Most BYU fans know about Utah State’s amazing ability to snooker the state of Utah out of a perpetual $1.5 million to fund Aggie recruiting.
But, perhaps even worse than allocating state tax revenue, other schools are looking at using the free money they get from the NCAA to help students most in need to fund their cost of attendance.
Emails showed leaders at North Carolina State, perhaps not the best-funded athletic department in the ACC, kicked around the idea of tapping their Student Assistance Fund. They already have $450,000 a year coming in from the NCAA and one leader suggested they use that money to “more strategically help us with recruiting rather than making these funds available to all students.”
That quote is from an email from their department’s head of compliance to their athletic director. This money, which was designed to cover the poorest students with the greatest needs, would now get evenly passed out to every athlete. The NCAA rules allow this, because the funds are being distributed “for the direct benefit of athletes,” but paying for everyone’s cost of attendance is not what the fund was designed for.

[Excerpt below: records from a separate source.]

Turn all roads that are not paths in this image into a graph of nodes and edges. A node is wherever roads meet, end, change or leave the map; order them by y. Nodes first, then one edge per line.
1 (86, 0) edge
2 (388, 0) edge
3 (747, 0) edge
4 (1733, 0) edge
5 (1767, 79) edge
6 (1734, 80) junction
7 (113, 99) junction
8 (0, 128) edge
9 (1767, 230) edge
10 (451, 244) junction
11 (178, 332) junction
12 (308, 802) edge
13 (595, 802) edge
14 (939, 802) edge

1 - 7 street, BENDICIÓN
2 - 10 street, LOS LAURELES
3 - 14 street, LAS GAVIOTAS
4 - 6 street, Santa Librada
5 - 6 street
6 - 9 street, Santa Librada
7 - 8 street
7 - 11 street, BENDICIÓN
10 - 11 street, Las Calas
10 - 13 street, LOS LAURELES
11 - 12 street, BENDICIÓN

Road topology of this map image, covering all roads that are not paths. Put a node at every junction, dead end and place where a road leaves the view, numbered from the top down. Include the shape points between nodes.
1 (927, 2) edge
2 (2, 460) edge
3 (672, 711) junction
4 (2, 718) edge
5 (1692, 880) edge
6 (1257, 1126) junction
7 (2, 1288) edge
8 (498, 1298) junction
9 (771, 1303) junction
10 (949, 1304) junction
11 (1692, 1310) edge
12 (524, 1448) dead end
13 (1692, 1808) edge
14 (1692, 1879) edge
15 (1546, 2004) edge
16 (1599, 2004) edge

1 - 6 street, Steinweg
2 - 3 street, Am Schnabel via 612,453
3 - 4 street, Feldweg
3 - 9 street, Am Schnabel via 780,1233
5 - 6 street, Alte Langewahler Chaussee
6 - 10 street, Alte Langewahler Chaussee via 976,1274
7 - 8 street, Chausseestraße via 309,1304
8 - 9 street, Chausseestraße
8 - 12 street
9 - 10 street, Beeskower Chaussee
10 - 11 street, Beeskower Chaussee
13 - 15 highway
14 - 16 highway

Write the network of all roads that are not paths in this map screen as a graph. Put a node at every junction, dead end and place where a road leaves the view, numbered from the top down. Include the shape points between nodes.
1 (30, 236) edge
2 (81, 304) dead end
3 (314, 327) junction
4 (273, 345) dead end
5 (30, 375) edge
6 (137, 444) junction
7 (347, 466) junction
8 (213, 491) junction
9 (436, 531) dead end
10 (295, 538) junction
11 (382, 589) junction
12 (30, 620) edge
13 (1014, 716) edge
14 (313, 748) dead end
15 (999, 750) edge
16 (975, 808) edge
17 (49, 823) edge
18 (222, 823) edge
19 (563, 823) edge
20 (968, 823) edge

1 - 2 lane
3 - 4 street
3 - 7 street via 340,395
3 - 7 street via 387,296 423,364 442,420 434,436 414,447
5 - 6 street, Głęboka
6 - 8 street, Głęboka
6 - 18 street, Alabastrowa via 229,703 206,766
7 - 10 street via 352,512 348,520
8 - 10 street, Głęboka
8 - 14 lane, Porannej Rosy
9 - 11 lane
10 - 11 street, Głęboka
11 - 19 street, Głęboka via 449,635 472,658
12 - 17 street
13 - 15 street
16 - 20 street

Even if the fund was never well promoted and not always perfectly executed, using the money for documented student needs has to be a better idea than draining those funds to fill strategic recruiting needs.
Which takes us to the last part of Boston College’s prophetic statement: “We have concerns that the Federal Financial aid formula is sufficiently ambiguous that adjustments for recruiting advantage will take place.”
When BYU recently announced its cost of attendance at $4,500 (relatively high), it was deemed as a great sign for BYU by some. They said it meant BYU was going to be competitive with the big schools, but BYU is likely only paying its students the average living expense cost as determined by BYU’s office of financial aid. Many students travel a long way to get to Provo, so that drives the average cost of attendance above schools whose students tend to live closer to campus.
Athletic Departments are not supposed to be able to dictate how much the financial aid office says it costs. Will fan gloating or public pressure end up causing schools to start one-upping each other? Boston College seems to rightly worry that this figure is not hard to fudge. Who do you think has more political clout on a college campus: The head football coach and athletic director, or the campus financial aid office?
Even Nick Saban has recently come around on the issue, although too late to change Alabama’s vote on the matter. He recently said:
To do it the way we did it is going to be a nightmare. We’ve spent 100 years in the NCAA trying to make everything equal — so no extra benefits, nobody could get something that somebody else couldn’t get. Alright. Now you leave it up to the institution, and I think some people have manipulated their numbers because they’ve significantly changed from last year to this year, and that’s not the spirit of the rule. Everybody has historically from an academic standpoint tried to keep the cost of attendance down. It’s a benefit to the students. It’s a benefit to their scholarships. Now all of a sudden it’s going to be different, and I don’t think that’s good.
It seems that leaving schools in charge of setting their own cost of attendance is indeed a bad idea. I, for one, don’t trust schools to leave their financial aid offices alone when there are big news reports that another school is paying $2,000 more for cost of attendance. College football programs remind me too much of Calvin, here:
At the heart of the issue, raiding money earmarked to assist and solve the problems of the poorest kids on campus to fund that inflated cost of attendance for the purpose of recruiting is an especially bad idea.
With so much TV money flowing through NCAA sports, the general proposal of getting extra benefits to the players has broad support, but the way the cost of attendance legislation and implementation has unfolded so far, it’s looking like it will cause a lot of extra problems, just like Boston College said it would.